Charlie snatches the tub like it’s the Ark of the Covenant, eyes bulging, tiger blood on full blast.
Charlie Sheen (completely unhinged, voice raw and manic): “CRISCO?! You just handed me the elixir of the gods, you beautiful bastard! This isn’t cooking grease — this is pure concentrated winning! Roman emperors bathed in this! I’m talking full-body anointing, baby!
I’m gonna lather up, streak through downtown Vancouver, and the helicopters won’t be chasing me… they’ll be escorting the new messiah! Adonis DNA meets Crisco — we’re talking immortality, people!
This is the key! This is the portal! Two and a half men? Try two and a half gallons of slippery salvation!
I’M THE WARLOCK! I’M THE TIGER! I’M—”
The crowd (loud, overlapping, half-amused, half-annoyed): “You are not the messiah.”
Charlie freezes mid-rant, Crisco already smeared across his forehead like war paint. He slowly turns to the crowd, grinning like a lunatic.
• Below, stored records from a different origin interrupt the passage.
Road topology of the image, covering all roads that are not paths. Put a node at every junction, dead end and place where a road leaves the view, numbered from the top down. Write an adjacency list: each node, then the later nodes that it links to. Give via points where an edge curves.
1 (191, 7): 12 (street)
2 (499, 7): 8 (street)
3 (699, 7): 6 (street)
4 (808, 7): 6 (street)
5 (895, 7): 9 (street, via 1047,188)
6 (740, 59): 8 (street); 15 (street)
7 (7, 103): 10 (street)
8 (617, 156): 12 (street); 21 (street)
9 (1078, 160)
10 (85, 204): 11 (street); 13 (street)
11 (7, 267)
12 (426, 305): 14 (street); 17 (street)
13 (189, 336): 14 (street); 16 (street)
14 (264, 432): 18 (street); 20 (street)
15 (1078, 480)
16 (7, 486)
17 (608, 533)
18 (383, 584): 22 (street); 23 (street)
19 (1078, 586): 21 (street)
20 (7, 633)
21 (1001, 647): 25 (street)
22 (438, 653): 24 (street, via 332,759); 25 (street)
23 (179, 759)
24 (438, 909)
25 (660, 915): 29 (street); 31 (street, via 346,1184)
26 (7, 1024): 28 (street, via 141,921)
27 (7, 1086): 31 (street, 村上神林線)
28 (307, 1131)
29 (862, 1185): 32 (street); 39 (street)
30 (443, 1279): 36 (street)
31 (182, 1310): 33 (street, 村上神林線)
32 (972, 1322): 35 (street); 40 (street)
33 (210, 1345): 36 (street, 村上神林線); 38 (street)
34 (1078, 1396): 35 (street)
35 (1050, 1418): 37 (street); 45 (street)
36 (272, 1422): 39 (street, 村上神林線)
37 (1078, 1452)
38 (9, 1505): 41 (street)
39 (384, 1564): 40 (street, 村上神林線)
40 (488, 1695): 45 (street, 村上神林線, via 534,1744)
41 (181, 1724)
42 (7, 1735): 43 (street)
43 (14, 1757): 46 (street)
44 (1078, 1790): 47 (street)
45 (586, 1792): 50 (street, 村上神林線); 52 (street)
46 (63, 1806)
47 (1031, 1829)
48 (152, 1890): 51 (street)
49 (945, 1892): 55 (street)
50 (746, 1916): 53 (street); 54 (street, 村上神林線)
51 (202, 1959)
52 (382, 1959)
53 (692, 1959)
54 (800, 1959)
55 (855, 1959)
Charlie Sheen (even louder, doubling down): “NOT the messiah?! Wrong! I am the messiah of this greasy gospel! Watch me turn this Crisco into water… or better yet, into victory oil!
You’re all just jealous because you don’t have the glands for it!”
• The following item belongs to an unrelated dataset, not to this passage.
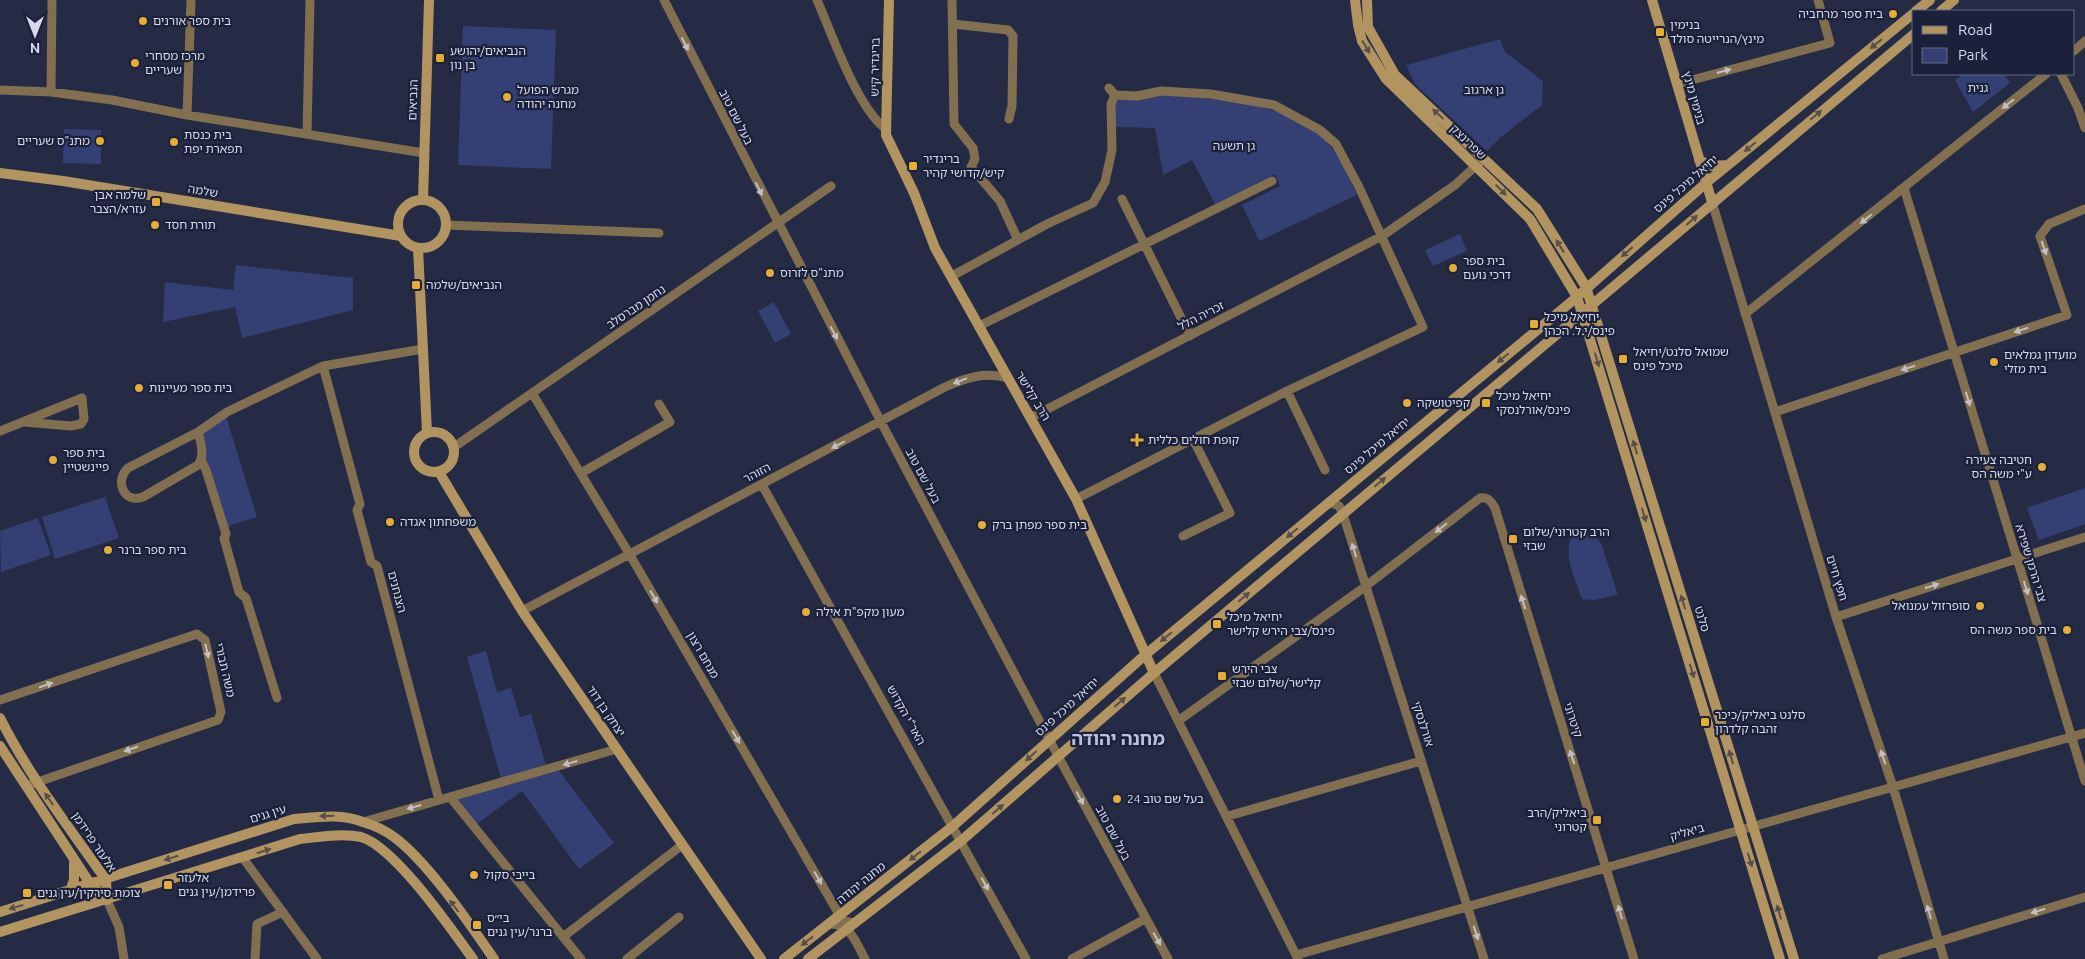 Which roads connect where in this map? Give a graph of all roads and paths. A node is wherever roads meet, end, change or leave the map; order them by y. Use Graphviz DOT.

He scoops out a massive handful and starts rubbing it on his chest like it’s holy oil.
The crowd (louder, more rhythmic, clearly trolling him now): “You are not the messiah… You are not the messiah…”
Charlie Sheen (screaming over them, arms flailing, Crisco flying everywhere): “I AM THE MESSIAH OF CRISCO! I AM THE CHOSEN ONE OF SLICK! DENY ME ALL YOU WANT — THE TIGER BLOOD KNOWS THE TRUTH!
Vancouver’s about to get baptized… in shortening!”
He pops the lid fully off, holds the jar high like a trophy, and starts charging through the crowd while the entire room chants louder:
Crowd (chanting in unison, laughing): “You are not the messiah! You are not the messiah!”
Charlie just cackles wildly, covered in Crisco, yelling back:
Charlie: “Keep chanting, peasants! The messiah doesn’t need your approval… he just needs more Crisco!”